# Hey there, sex question



## Eddiem

My question was answered, thanks everyone for the time! I really do appreciate it


----------



## BigToe

Keep it a fantasy, don't act on it.


----------



## Andy1001

Eddiem said:


> Hi, I'm new here. I would like to hear your opinions about this. A little background about myself. I'm 26, married to a beautiful woman, we got married 4 years ago, no kids, we are a happy couple. The thing is that lately I have been fantasizing about having a threesome (my wife, a guy and myself), and I told this to my wife. Her reaction was ok, but she is not interested at all. Am I weird? She asked me why do I want to watch another guy having sex with her, but to be honest I don't know. Its just a fantasy I guess. What do you guys think?


If you want to be a single man then keep suggesting this to your beautiful wife. She won’t have any problem finding a man to love only her and who doesn’t want to make her feel like a prostitute or a sex toy purely there for her husbands gratification. 
If you have bisexual feelings then don’t try and push it over onto your wife.


----------



## Married but Happy

It's a common fantasy, and also fairly common in practice. However, it can have unforeseen consequences that you may regret. If she's not interested, don't push it - just drop it. If she is interested, then proceed very carefully, and be clear what you each expect, and what limits need to be set.


----------



## TJW

Married but Happy said:


> However, it can have unforeseen consequences that you may regret. If she's not interested, don't push it - just drop it.


My advice to you is to drop it even if she is interested. The consequences are usually unfortunate. And, yes, some may be unforeseen, but some are quite easily predicted.

Sexual activity results in bonding, and the feeding of fantasies generally results in "wanting more". Your wife may like sex with the other man more than with you. This is "toothpaste out of the tube".... once your perception changes to this perplexing attitude, it is quite difficult to resolve in any fruitful way for your marriage.

And, the human psyche does not truly know "limits". Regardless of how carefully entered into, these trysts easily "go sideways".

You would do well to realign your thoughts to those of you and your wife alone in sex. Your wife is choosing wisely.


----------



## 269370

Eddiem said:


> She asked me why do I want to watch another guy having sex with her, but to be honest I don't know.



If you ever find out the answer, could you let me know? 

I think it’s some evolutionary quirk, needing to compete or something. I don’t like it one bit. Whoever designed this sh1tty trait has a funny sense of humour! 

Anyway...just....don’t do it. It’s not gonna end well for anyone.


Sent from my iPhone using Tapatalk


----------



## red oak

Eddiem said:


> Hi, I'm new here. I would like to hear your opinions about this. A little background about myself. I'm 26, married to a beautiful woman, we got married 4 years ago, no kids, we are a happy couple. The thing is that lately I have been fantasizing about having a threesome (my wife, a guy and myself), and I told this to my wife. Her reaction was ok, but she is not interested at all. Am I weird? She asked me why do I want to watch another guy having sex with her, but to be honest I don't know. Its just a fantasy I guess. What do you guys think?

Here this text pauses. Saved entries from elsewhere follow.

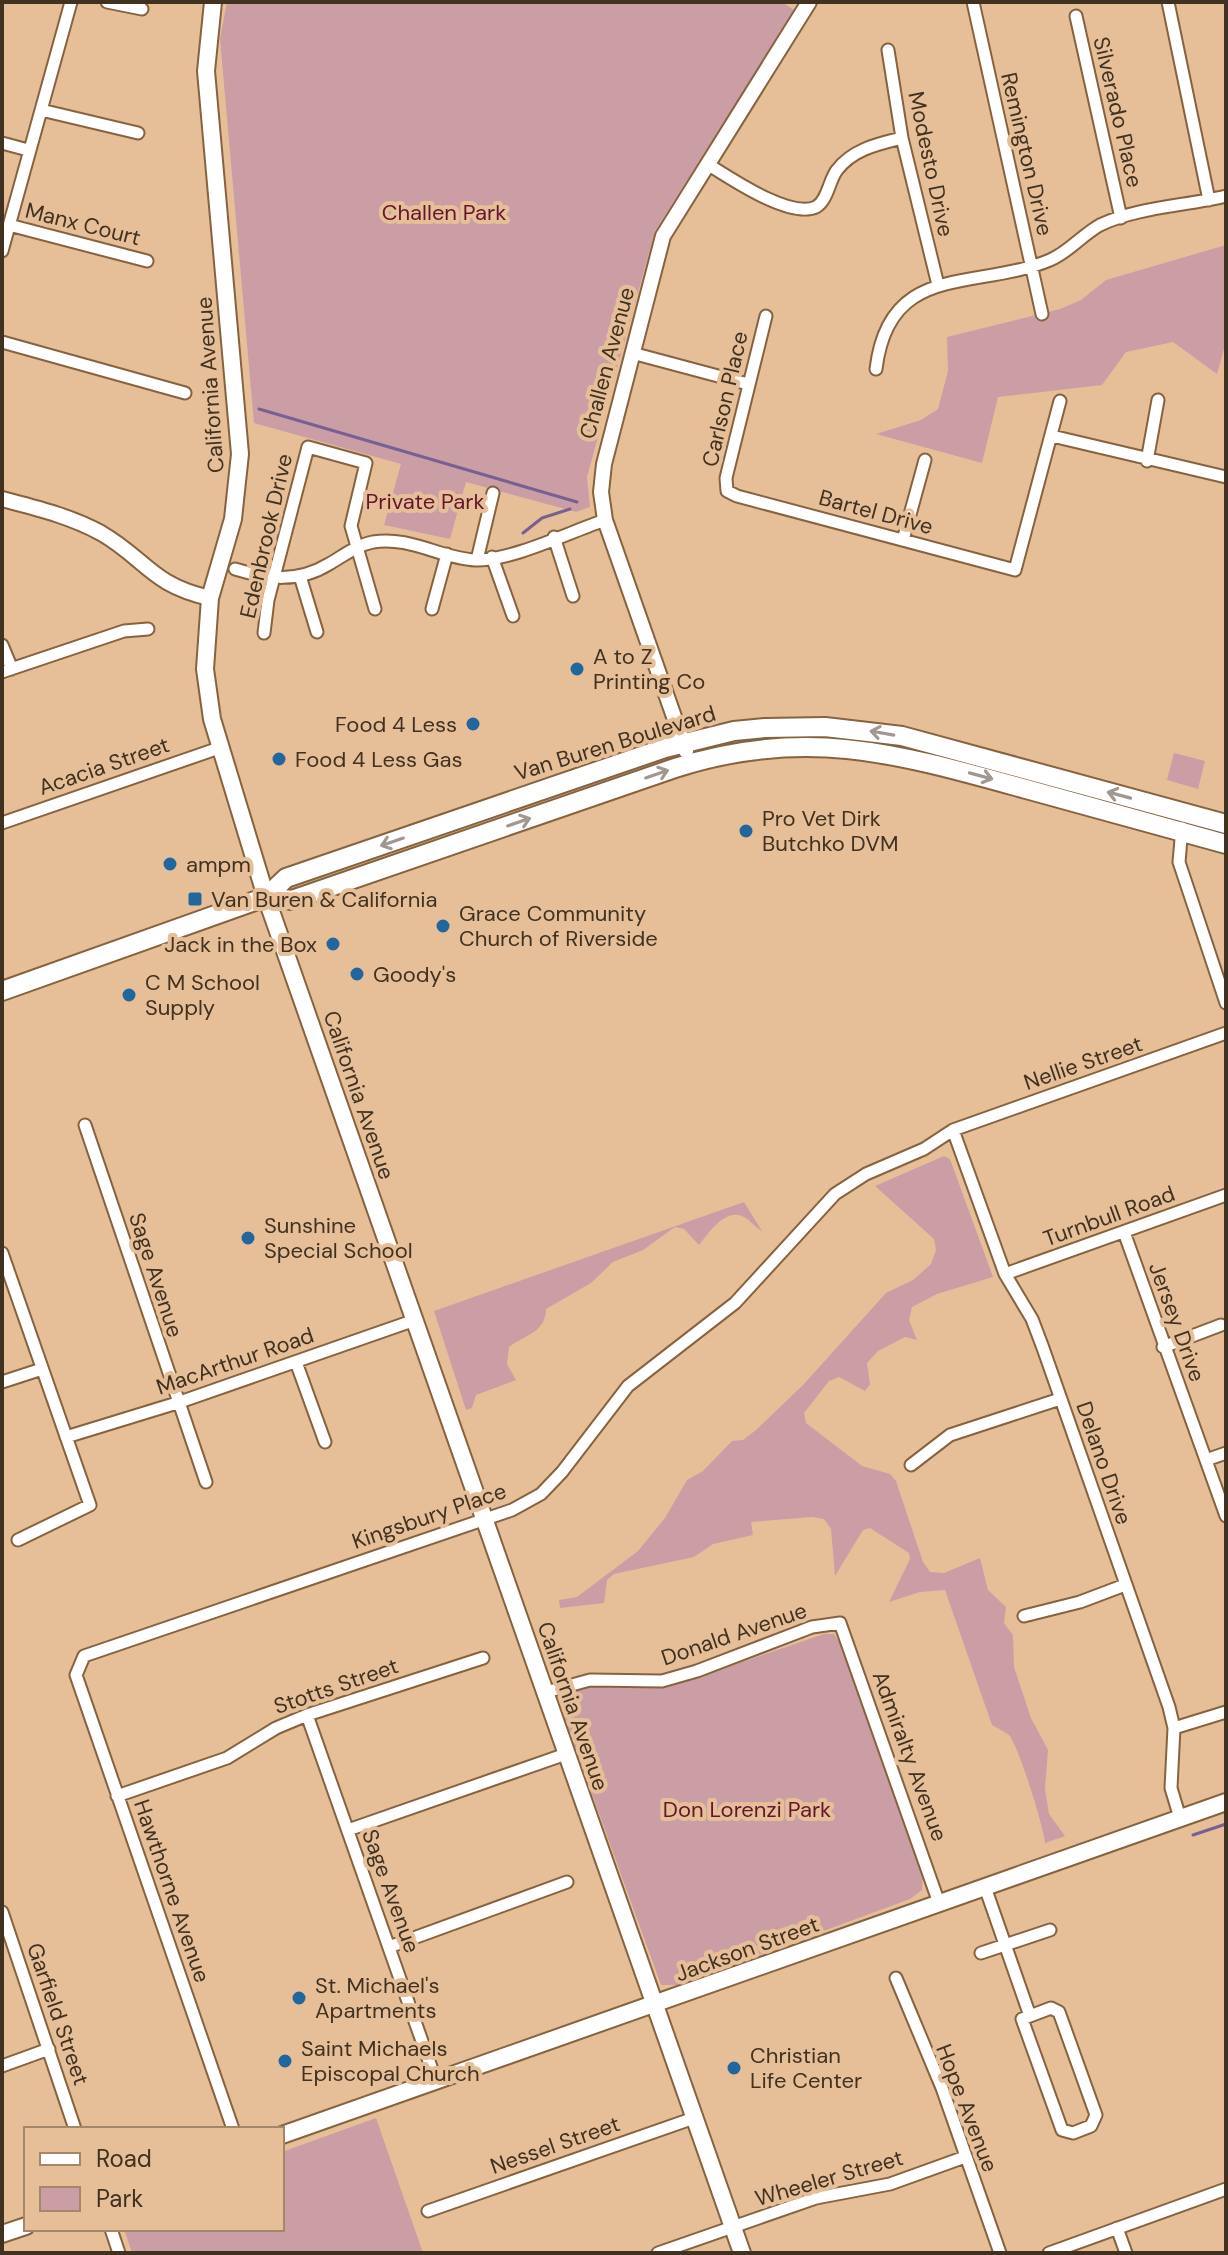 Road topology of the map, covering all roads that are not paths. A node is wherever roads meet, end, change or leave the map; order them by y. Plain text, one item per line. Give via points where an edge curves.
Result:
1 (71, 2) edge
2 (107, 2) edge
3 (809, 2) edge
4 (973, 2) edge
5 (1168, 2) edge
6 (212, 3) edge
7 (142, 9) dead end
8 (1076, 16) dead end
9 (888, 50) dead end
10 (41, 110) junction
11 (138, 133) dead end
12 (902, 138) junction
13 (2, 143) edge
14 (28, 150) junction
15 (709, 165) junction
16 (1226, 196) edge
17 (1209, 200) junction
18 (1121, 218) junction
19 (9, 225) junction
20 (2, 251) edge
21 (147, 261) dead end
22 (1032, 265) junction
23 (938, 285) junction
24 (1042, 314) dead end
25 (766, 316) dead end
26 (2, 342) edge
27 (632, 353) junction
28 (876, 369) dead end
29 (748, 384) junction
30 (185, 393) dead end
31 (1158, 400) dead end
32 (1060, 401) dead end
33 (1052, 436) junction
34 (925, 460) dead end
35 (1147, 461) junction
36 (1226, 477) edge
37 (727, 491) joint
38 (493, 493) dead end
39 (2, 499) edge
40 (605, 520) junction
41 (554, 537) junction
42 (903, 540) junction
43 (356, 548) junction
44 (447, 554) junction
45 (492, 557) junction
46 (477, 560) junction
47 (235, 569) dead end
48 (300, 576) junction
49 (274, 578) junction
50 (573, 596) dead end
51 (210, 598) junction
52 (375, 609) dead end
53 (432, 609) dead end
54 (513, 616) dead end
55 (148, 629) dead end
56 (317, 632) dead end
57 (264, 633) dead end
58 (2, 645) edge
59 (7, 670) edge
60 (809, 726) junction
61 (684, 743) junction
62 (219, 748) junction
63 (743, 750) junction
64 (963, 752) junction
65 (890, 754) junction
66 (690, 763) junction
67 (2, 823) edge
68 (1184, 823) junction
69 (1226, 824) edge
70 (1226, 844) edge
71 (266, 897) junction
72 (2, 991) edge
73 (1226, 1003) edge
74 (1226, 1033) edge
75 (85, 1125) dead end
76 (953, 1130) junction
77 (1226, 1195) edge
78 (1124, 1232) junction
79 (3, 1261) edge
80 (1005, 1274) junction
81 (415, 1320) junction
82 (1221, 1325) dead end
83 (1163, 1347) junction
84 (296, 1362) junction
85 (42, 1369) junction
86 (2, 1382) edge
87 (1060, 1399) junction
88 (177, 1403) junction
89 (66, 1437) junction
90 (325, 1442) dead end
91 (1226, 1453) edge
92 (1206, 1460) junction
93 (911, 1465) dead end
94 (206, 1482) dead end
95 (1226, 1516) edge
96 (485, 1519) junction
97 (18, 1540) dead end
98 (1125, 1585) junction
99 (1024, 1616) dead end
100 (840, 1623) joint
101 (483, 1658) dead end
102 (78, 1665) joint
103 (546, 1692) junction
104 (1226, 1712) edge
105 (307, 1715) junction
106 (1174, 1728) junction
107 (566, 1754) junction
108 (117, 1796) junction
109 (1226, 1802) edge
110 (1180, 1818) junction
111 (348, 1830) junction
112 (567, 1882) dead end
113 (985, 1887) junction
114 (939, 1903) junction
115 (2, 1915) edge
116 (1050, 1930) dead end
117 (1006, 1945) junction
118 (389, 1947) junction
119 (981, 1953) dead end
120 (896, 1978) dead end
121 (655, 2005) junction
122 (1030, 2016) junction
123 (49, 2049) junction
124 (2, 2066) edge
125 (436, 2081) junction
126 (694, 2118) junction
127 (74, 2127) edge
128 (232, 2127) edge
129 (284, 2134) edge
130 (965, 2157) junction
131 (1226, 2189) edge
132 (428, 2211) dead end
133 (24, 2227) edge
134 (733, 2227) junction
135 (1117, 2228) junction
136 (112, 2231) edge
137 (2, 2234) edge
138 (119, 2253) edge
139 (658, 2253) edge
140 (742, 2253) edge
141 (1000, 2253) edge
142 (1049, 2253) edge
143 (1126, 2253) edge

1 - 10 street
2 - 7 street
3 - 15 street, Challen Avenue
4 - 22 street, Remington Drive
5 - 17 street
6 - 51 main road, California Avenue via 206,71 240,454 233,519
8 - 18 street, Silverado Place
9 - 12 street, Modesto Drive
10 - 11 street
10 - 14 street
12 - 15 street via 850,156 815,207 767,199
12 - 23 street, Modesto Drive
13 - 14 street
14 - 19 street
15 - 27 street, Challen Avenue via 663,236
16 - 17 street
17 - 18 street
18 - 22 street via 1101,225 1051,260
19 - 20 street
19 - 21 street, Manx Court
22 - 23 street
22 - 24 street, Remington Drive
23 - 28 street via 896,310 879,344
25 - 29 street, Carlson Place
26 - 30 street
27 - 29 street
27 - 40 street, Challen Avenue via 604,464
29 - 37 street, Carlson Place
31 - 35 street
32 - 33 street
33 - 35 street
33 - 42 street, Bartel Drive via 1015,570
34 - 42 street
35 - 36 street
37 - 42 street, Bartel Drive
38 - 46 street
39 - 51 street via 83,524 156,578
40 - 41 street
40 - 61 street, Challen Avenue
41 - 45 street
41 - 50 street
43 - 44 street via 394,542
43 - 48 street
43 - 49 street, Edenbrook Drive via 351,526 366,463 308,447
43 - 52 street
44 - 46 street
44 - 53 street
45 - 46 street
45 - 54 street
47 - 49 street
48 - 49 street
48 - 56 street
49 - 57 street, Edenbrook Drive
51 - 62 main road, California Avenue via 205,669
55 - 59 street via 124,631
58 - 59 street
60 - 61 main road, Van Buren Boulevard via 734,731
60 - 63 main road via 799,738 759,741
64 -> 60 main road, Van Buren Boulevard via 882,732
61 - 66 street, Challen Avenue
61 -> 71 main road, Van Buren Boulevard via 286,878
62 - 67 street, Acacia Street
62 - 71 main road, California Avenue
63 - 65 main road, Van Buren Boulevard via 815,745
63 - 66 main road, Van Buren Boulevard
64 - 65 main road via 957,760 909,750
68 -> 64 main road, Van Buren Boulevard
65 -> 68 main road, Van Buren Boulevard
71 -> 66 main road, Van Buren Boulevard via 291,900
68 - 69 main road, Van Buren Boulevard
68 - 70 main road, Van Buren Boulevard
68 - 73 street via 1179,862
71 - 72 main road, Van Buren Boulevard
71 - 81 main road, California Avenue
74 - 76 street, Nellie Street
75 - 88 street, Sage Avenue
76 - 80 street, Delano Drive
76 - 96 street, Kingsbury Place via 835,1194 735,1303 628,1386 541,1494
77 - 78 street, Turnbull Road
78 - 80 street, Turnbull Road
78 - 83 street, Jersey Drive
79 - 85 street
80 - 87 street, Delano Drive via 1032,1319
81 - 84 street, MacArthur Road
81 - 96 main road, California Avenue
82 - 83 street
83 - 92 street, Jersey Drive
84 - 88 street, MacArthur Road
84 - 90 street
85 - 86 street
85 - 89 street
87 - 93 street via 950,1435
87 - 98 street, Delano Drive
88 - 89 street, MacArthur Road
88 - 94 street, Sage Avenue
89 - 97 street via 90,1505
91 - 92 street
92 - 95 street, Jersey Drive
96 - 102 street, Kingsbury Place via 84,1656
96 - 103 main road, California Avenue
98 - 99 street
98 - 106 street, Delano Drive
100 - 103 street, Donald Avenue via 812,1627 662,1681 590,1680
100 - 114 street, Admiralty Avenue
101 - 105 street, Stotts Street
102 - 108 street, Hawthorne Avenue via 76,1675
103 - 107 main road, California Avenue
104 - 106 street
105 - 108 street, Stotts Street via 227,1758
105 - 111 street, Sage Avenue
106 - 110 street, Delano Drive via 1171,1788
107 - 111 street
107 - 121 main road, California Avenue
108 - 128 street, Hawthorne Avenue
109 - 110 main road, Jackson Street
110 - 113 main road, Jackson Street
111 - 118 street, Sage Avenue
112 - 118 street
113 - 114 main road, Jackson Street
113 - 117 street
114 - 121 main road, Jackson Street
115 - 123 street, Garfield Street
116 - 117 street
117 - 119 street
117 - 122 street
118 - 125 street, Sage Avenue
120 - 130 street, Hope Avenue
121 - 125 main road, Jackson Street
121 - 126 main road, California Avenue
122 - 122 street via 1022,2019 1062,2130 1073,2133 1091,2126 1096,2115 1059,2012 1051,2008
123 - 124 street
123 - 127 street, Garfield Street
125 - 129 main road, Jackson Street
126 - 132 street, Nessel Street
126 - 134 main road, California Avenue
130 - 134 street, Wheeler Street via 890,2184 816,2198
130 - 141 street, Hope Avenue
131 - 135 street
133 - 137 main road
134 - 139 street, Wheeler Street
134 - 140 main road, California Avenue
135 - 142 street
135 - 143 street
136 - 138 street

Read a book written by: Christopher Ryan and Cacilda Jethá.

It's not in depth, but can give some one clues to understanding themselves, and human nature.


----------



## WorkingWife

Eddiem said:


> Hi, I'm new here. I would like to hear your opinions about this. A little background about myself. I'm 26, married to a beautiful woman, we got married 4 years ago, no kids, we are a happy couple. The thing is that lately I have been fantasizing about having a threesome (my wife, a guy and myself), and I told this to my wife. Her reaction was ok, but she is not interested at all. Am I weird? She asked me why do I want to watch another guy having sex with her, but to be honest I don't know. Its just a fantasy I guess. What do you guys think?

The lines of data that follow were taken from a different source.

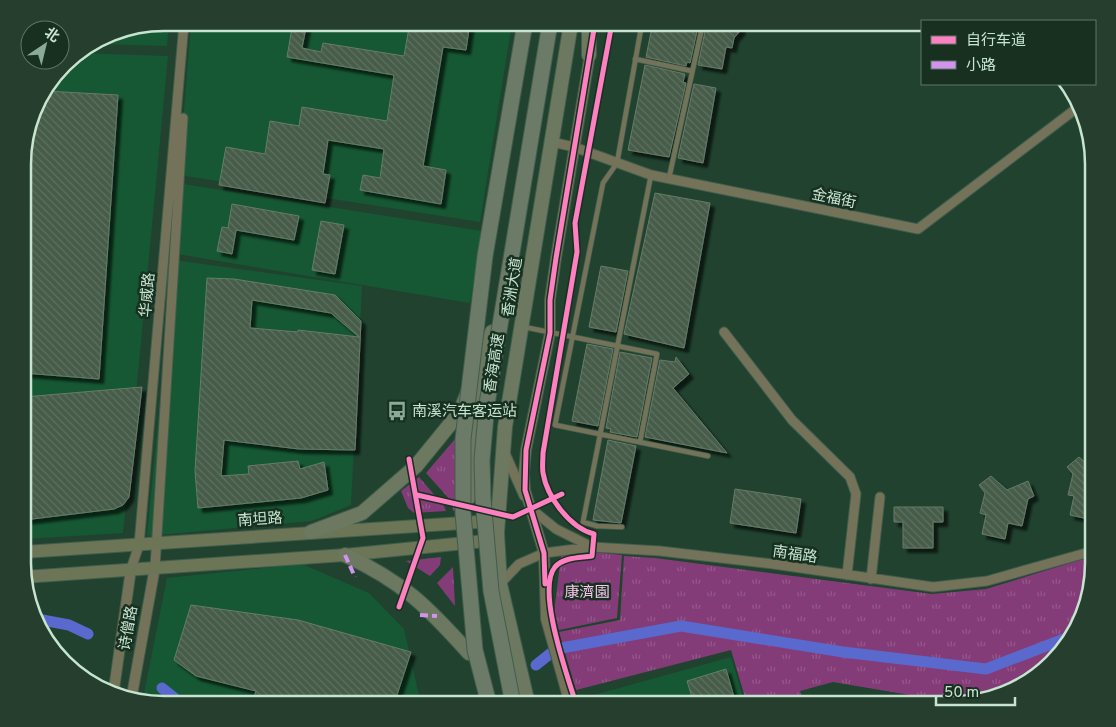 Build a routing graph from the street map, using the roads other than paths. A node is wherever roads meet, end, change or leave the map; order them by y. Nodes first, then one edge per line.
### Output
1 (569, 31) edge
2 (589, 31) edge
3 (593, 31) edge
4 (640, 31) edge
5 (701, 31) edge
6 (183, 32) edge
7 (523, 32) edge
8 (542, 32) edge
9 (548, 32) edge
10 (589, 55) junction
11 (635, 59) junction
12 (692, 71) junction
13 (1073, 109) edge
14 (183, 118) dead end
15 (552, 142) junction
16 (574, 147) junction
17 (617, 163) junction
18 (650, 175) junction
19 (668, 178) junction
20 (522, 327) junction
21 (492, 332) junction
22 (724, 332) dead end
23 (550, 333) junction
24 (572, 337) junction
25 (617, 346) junction
26 (600, 434) junction
27 (640, 442) junction
28 (504, 448) junction
29 (708, 456) dead end
30 (880, 497) dead end
31 (530, 508) junction
32 (498, 521) junction
33 (466, 523) junction
34 (622, 527) dead end
35 (311, 532) junction
36 (497, 540) junction
37 (156, 543) junction
38 (465, 544) junction
39 (139, 545) junction
40 (592, 548) junction
41 (31, 552) edge
42 (544, 553) junction
43 (1084, 554) edge
44 (345, 555) junction
45 (156, 566) junction
46 (130, 569) junction
47 (847, 575) junction
48 (32, 576) edge
49 (870, 579) junction
50 (500, 584) junction
51 (469, 653) junction
52 (114, 686) edge
53 (133, 692) edge
54 (568, 695) edge
55 (481, 696) edge
56 (487, 696) edge
57 (511, 696) edge
58 (526, 696) edge

1 - 15 highway, 香洲大道
2 - 10 highway
3 - 10 street
4 - 11 lane
5 - 12 lane
6 - 39 street, 华威路
7 - 56 highway, 香海高速, bridge
8 - 21 highway, 香洲大道
9 - 57 highway, 香海高速, bridge
10 - 16 street
11 - 12 lane
11 - 17 lane
12 - 19 lane
13 - 19 street, 金福街
14 - 37 street
15 - 16 street, 金福街
15 - 20 highway, 香洲大道
16 - 17 street, 金福街
16 - 23 street
17 - 18 street, 金福街
17 - 24 lane
18 - 19 street, 金福街
18 - 25 lane
20 - 23 lane
20 - 28 highway, 香洲大道
21 - 33 highway, 香洲大道
21 - 35 highway
22 - 47 street
23 - 24 lane
23 - 31 street
24 - 25 lane
24 - 26 lane
25 - 26 lane
25 - 27 lane
26 - 27 lane
26 - 34 lane
27 - 29 lane
28 - 31 street
28 - 32 highway, 香洲大道
30 - 49 street
31 - 40 street
31 - 42 street
32 - 33 main road, 南坦路
32 - 36 highway, 香洲大道
33 - 35 main road, 南坦路
33 - 38 highway, 香洲大道
35 - 37 main road, 南坦路
36 - 38 main road
36 - 50 highway, 香洲大道
37 - 39 main road, 南坦路
37 - 45 street
38 - 44 main road
38 - 51 highway, 香洲大道
39 - 41 main road, 南坦路
39 - 46 street, 华威路
40 - 42 street, 南福路
40 - 47 street, 南福路
42 - 50 street, 南福路
42 - 54 street
43 - 49 street, 南福路
44 - 45 main road
44 - 51 highway
45 - 46 main road
45 - 53 street, 诗僧路
46 - 48 main road
46 - 52 street, 诗僧路
47 - 49 street, 南福路
50 - 58 highway, 香洲大道
51 - 55 highway, 香洲大道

I don't think it means your weird, but yes, it's just a fantasy and you definitely want to keep it that way. It's good that you can tell your wife and she reacted fine, but I definitely would not suggest actually doing it to her, or if you have, drop that part of the topic ASAP.

If my guy pushed me to have any kind of group sex it would extremely off putting to me and I would not feel protected and safe and desired by him if he would actually let another guy touch me. That would be opening Pandora's box and I 99% guarantee you would NOT like what ultimately came out.


----------



## ConanHub

Eddiem said:


> Hi, I'm new here. I would like to hear your opinions about this. A little background about myself. I'm 26, married to a beautiful woman, we got married 4 years ago, no kids, we are a happy couple. The thing is that lately I have been fantasizing about having a threesome (my wife, a guy and myself), and I told this to my wife. Her reaction was ok, but she is not interested at all. Am I weird? She asked me why do I want to watch another guy having sex with her, but to be honest I don't know. Its just a fantasy I guess. What do you guys think?

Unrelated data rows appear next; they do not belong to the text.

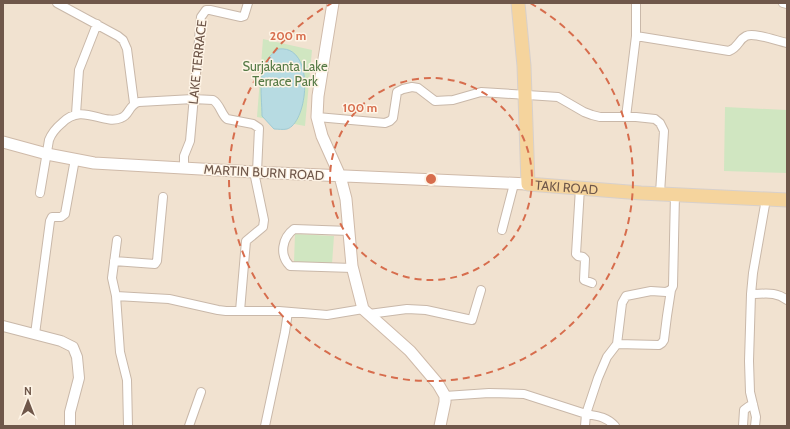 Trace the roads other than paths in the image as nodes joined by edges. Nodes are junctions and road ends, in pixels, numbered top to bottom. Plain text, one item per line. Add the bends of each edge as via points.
1 (57, 3) edge
2 (248, 3) edge
3 (333, 3) edge
4 (518, 3) edge
5 (636, 3) edge
6 (783, 3) edge
7 (787, 4) edge
8 (97, 24) junction
9 (636, 36) junction
10 (787, 43) edge
11 (525, 94) junction
12 (193, 99) junction
13 (134, 103) junction
14 (76, 114) junction
15 (626, 116) junction
16 (318, 117) junction
17 (3, 142) edge
18 (47, 154) junction
19 (75, 159) junction
20 (184, 168) junction
21 (256, 172) junction
22 (340, 176) junction
23 (514, 184) junction
24 (528, 184) junction
25 (580, 188) junction
26 (40, 193) dead end
27 (660, 193) junction
28 (674, 194) junction
29 (163, 197) dead end
30 (766, 199) junction
31 (787, 200) edge
32 (502, 230) dead end
33 (350, 231) junction
34 (118, 240) dead end
35 (114, 261) junction
36 (353, 268) junction
37 (592, 283) dead end
38 (481, 290) dead end
39 (671, 290) junction
40 (751, 294) junction
41 (116, 296) junction
42 (787, 300) edge
43 (240, 311) junction
44 (288, 312) junction
45 (366, 312) junction
46 (3, 326) edge
47 (35, 334) junction
48 (617, 344) junction
49 (200, 392) dead end
50 (445, 396) junction
51 (753, 404) junction
52 (586, 414) junction
53 (70, 426) edge
54 (128, 426) edge
55 (189, 426) edge
56 (265, 426) edge
57 (440, 426) edge
58 (585, 426) edge
59 (615, 426) edge
60 (743, 426) edge
61 (755, 426) edge

1 - 8 street
2 - 12 street, LAKE TERRACE via 244,16 241,17 210,10 203,12
3 - 16 main road via 318,96
4 - 11 main road, TAKI ROAD
5 - 9 street
6 - 7 street
8 - 13 street via 118,36 126,45
8 - 14 street via 79,70
9 - 10 street via 729,51 735,49 746,36 754,35
9 - 15 street
11 - 15 street via 558,97 584,112 600,117
11 - 16 street via 481,92 453,100 435,101 418,88 412,87 397,92 393,118 385,123
11 - 24 main road, TAKI ROAD
12 - 13 street
12 - 20 street, LAKE TERRACE via 190,140 184,156
12 - 21 street via 216,101 228,119 253,124 259,128
13 - 14 street via 121,118
14 - 18 street via 65,119 52,133
15 - 27 street via 656,118 662,126 664,131
16 - 22 main road via 322,136
17 - 18 main road, MARTIN BURN ROAD
18 - 19 main road, MARTIN BURN ROAD
18 - 26 street
19 - 20 main road, MARTIN BURN ROAD via 94,163
19 - 47 street via 65,214 61,217 52,217 50,221
20 - 21 main road, MARTIN BURN ROAD
21 - 22 main road, MARTIN BURN ROAD
21 - 43 street via 264,224 246,241
22 - 23 main road, MARTIN BURN ROAD
22 - 33 main road
23 - 24 main road, MARTIN BURN ROAD
23 - 32 street
24 - 25 main road, TAKI ROAD
25 - 27 main road, TAKI ROAD
25 - 37 street via 576,254 584,259 584,280
27 - 28 main road, TAKI ROAD
28 - 30 main road, TAKI ROAD
28 - 39 street
29 - 35 street via 155,264
30 - 31 main road, TAKI ROAD
30 - 40 street
33 - 36 main road
33 - 36 street via 294,229 287,235 283,249 290,266
34 - 35 street
35 - 41 street via 112,278
36 - 45 main road
38 - 45 street via 472,320 426,310
39 - 48 street via 626,296 622,303
39 - 48 street via 662,343
40 - 42 street via 779,294
40 - 51 street via 749,361
41 - 43 street via 169,299 218,310
41 - 54 street via 120,352 127,380
43 - 44 street
44 - 45 street via 327,315
44 - 56 street
45 - 50 main road via 410,351
46 - 47 street
47 - 53 street via 73,347 77,357 79,378 70,412
48 - 52 street via 607,357
49 - 55 street
50 - 52 street via 524,394
50 - 57 main road
51 - 60 street via 744,410
51 - 61 street
52 - 58 street
52 - 59 street via 606,418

You really don't want to know what I think.


----------



## Cynthia

ConanHub said:


> You really don't want to know what I think.


But he did ask, so it's only fair that you tell him. For his wife's sake.


----------



## Mr. Nail

Well one theory out there (if the OP is still reading) is that you are missing the shadow of the third. it goes something like this. Sexual attraction and arousal are competitive in nature. We are more excited if there is a chance to lose. there is some anecdotal evidence for this. You perform better when you compete. 

The truth is that really none of our relationships exist in a vacuum. There is always a third somewhere. It could be a co-worker, or neighbor, or store clerk, or even as simple as that actor / actress that is attractive to you. There is no need to bring that third person into the bedroom (and they would probably not want to) you can use them to break the doldrum of mating in captivity, simply by competing against them. it can be done using that greatest sex organ we all have, our Brain. 

In short, I'm telling you what you have been told before. It's a fantasy, and that is where you should keep it. There are much safer ways to explore this. Toys, movies, roleplay. I got a fair amount of this from my recent reading of Mating in Captivity, which I cannot recommend as it is a serious slog. There are plenty of thirds already in your life.


----------



## Mr. Nail

BTW Eddie, 4 years and no kids is a great time to get out if you are incompatible. I have no qualms offering that advice either. Best to divorce before the threesomes.


----------



## uhtred

Its a fairly common fantasy, but for most people really best left a fantasy. 

Sort of like being the sex slave of the Icelandic women's beach-volleyball team. Probably wouldn't be fun in real life. 

If she is up for it, you could play dress-up and film yourself having sex with your wife while you pretend to be someone else.


----------



## 269370

uhtred said:


> Sort of like being the sex slave of the Icelandic women's beach-volleyball team. Probably wouldn't be fun in real life.
> 
> 
> 
> I



Oh man, don’t ruin it for me! I already got plane tickets to Reykjavik.  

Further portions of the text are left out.